Pull every "GORDON" line out of the data below.

++++++++

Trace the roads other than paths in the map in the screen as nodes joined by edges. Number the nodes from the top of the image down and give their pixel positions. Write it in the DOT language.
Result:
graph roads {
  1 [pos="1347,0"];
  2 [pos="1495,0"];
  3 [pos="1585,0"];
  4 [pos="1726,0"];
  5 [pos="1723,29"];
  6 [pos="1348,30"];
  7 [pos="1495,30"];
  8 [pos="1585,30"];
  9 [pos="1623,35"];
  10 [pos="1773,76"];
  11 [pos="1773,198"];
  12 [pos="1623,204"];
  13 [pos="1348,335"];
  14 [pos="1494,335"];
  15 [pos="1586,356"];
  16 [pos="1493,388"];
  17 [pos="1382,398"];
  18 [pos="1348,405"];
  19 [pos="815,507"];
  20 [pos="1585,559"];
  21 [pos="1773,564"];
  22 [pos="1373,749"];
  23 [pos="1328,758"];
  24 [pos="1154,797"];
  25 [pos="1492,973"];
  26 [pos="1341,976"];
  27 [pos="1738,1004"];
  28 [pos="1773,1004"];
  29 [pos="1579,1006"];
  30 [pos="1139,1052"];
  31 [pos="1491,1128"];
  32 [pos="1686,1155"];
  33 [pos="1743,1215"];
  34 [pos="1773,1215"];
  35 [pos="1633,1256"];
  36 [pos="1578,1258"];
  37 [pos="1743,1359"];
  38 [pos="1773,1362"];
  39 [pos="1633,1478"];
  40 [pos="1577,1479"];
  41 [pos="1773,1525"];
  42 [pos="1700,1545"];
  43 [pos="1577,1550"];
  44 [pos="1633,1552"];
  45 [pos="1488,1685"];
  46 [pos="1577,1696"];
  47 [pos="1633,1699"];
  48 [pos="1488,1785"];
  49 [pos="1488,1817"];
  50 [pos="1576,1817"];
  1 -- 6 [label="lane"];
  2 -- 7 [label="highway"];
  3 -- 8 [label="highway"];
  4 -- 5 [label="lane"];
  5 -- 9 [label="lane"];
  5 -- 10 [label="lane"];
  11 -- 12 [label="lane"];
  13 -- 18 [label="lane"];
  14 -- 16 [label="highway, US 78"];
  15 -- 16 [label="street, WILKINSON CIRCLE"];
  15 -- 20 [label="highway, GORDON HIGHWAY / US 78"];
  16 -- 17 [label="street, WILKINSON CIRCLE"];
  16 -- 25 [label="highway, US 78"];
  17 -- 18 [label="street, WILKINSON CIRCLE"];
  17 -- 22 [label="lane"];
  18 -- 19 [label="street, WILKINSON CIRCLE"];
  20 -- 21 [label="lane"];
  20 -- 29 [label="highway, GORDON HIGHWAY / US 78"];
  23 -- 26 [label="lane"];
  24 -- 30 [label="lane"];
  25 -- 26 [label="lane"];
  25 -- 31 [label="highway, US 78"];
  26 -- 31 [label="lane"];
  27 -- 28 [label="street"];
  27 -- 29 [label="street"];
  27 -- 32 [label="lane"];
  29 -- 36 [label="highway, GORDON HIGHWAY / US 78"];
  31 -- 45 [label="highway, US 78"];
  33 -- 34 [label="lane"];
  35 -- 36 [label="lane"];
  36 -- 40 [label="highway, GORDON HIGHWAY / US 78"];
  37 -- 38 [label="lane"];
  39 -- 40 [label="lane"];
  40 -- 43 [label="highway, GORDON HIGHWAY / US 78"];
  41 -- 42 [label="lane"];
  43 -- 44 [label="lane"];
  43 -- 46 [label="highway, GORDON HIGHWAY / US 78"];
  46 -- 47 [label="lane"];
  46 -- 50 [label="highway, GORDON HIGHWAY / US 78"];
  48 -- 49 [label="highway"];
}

++++++++

* _Your solution_
  15 -- 20 [label="highway, GORDON HIGHWAY / US 78"];
  20 -- 29 [label="highway, GORDON HIGHWAY / US 78"];
  29 -- 36 [label="highway, GORDON HIGHWAY / US 78"];
  36 -- 40 [label="highway, GORDON HIGHWAY / US 78"];
  40 -- 43 [label="highway, GORDON HIGHWAY / US 78"];
  43 -- 46 [label="highway, GORDON HIGHWAY / US 78"];
  46 -- 50 [label="highway, GORDON HIGHWAY / US 78"];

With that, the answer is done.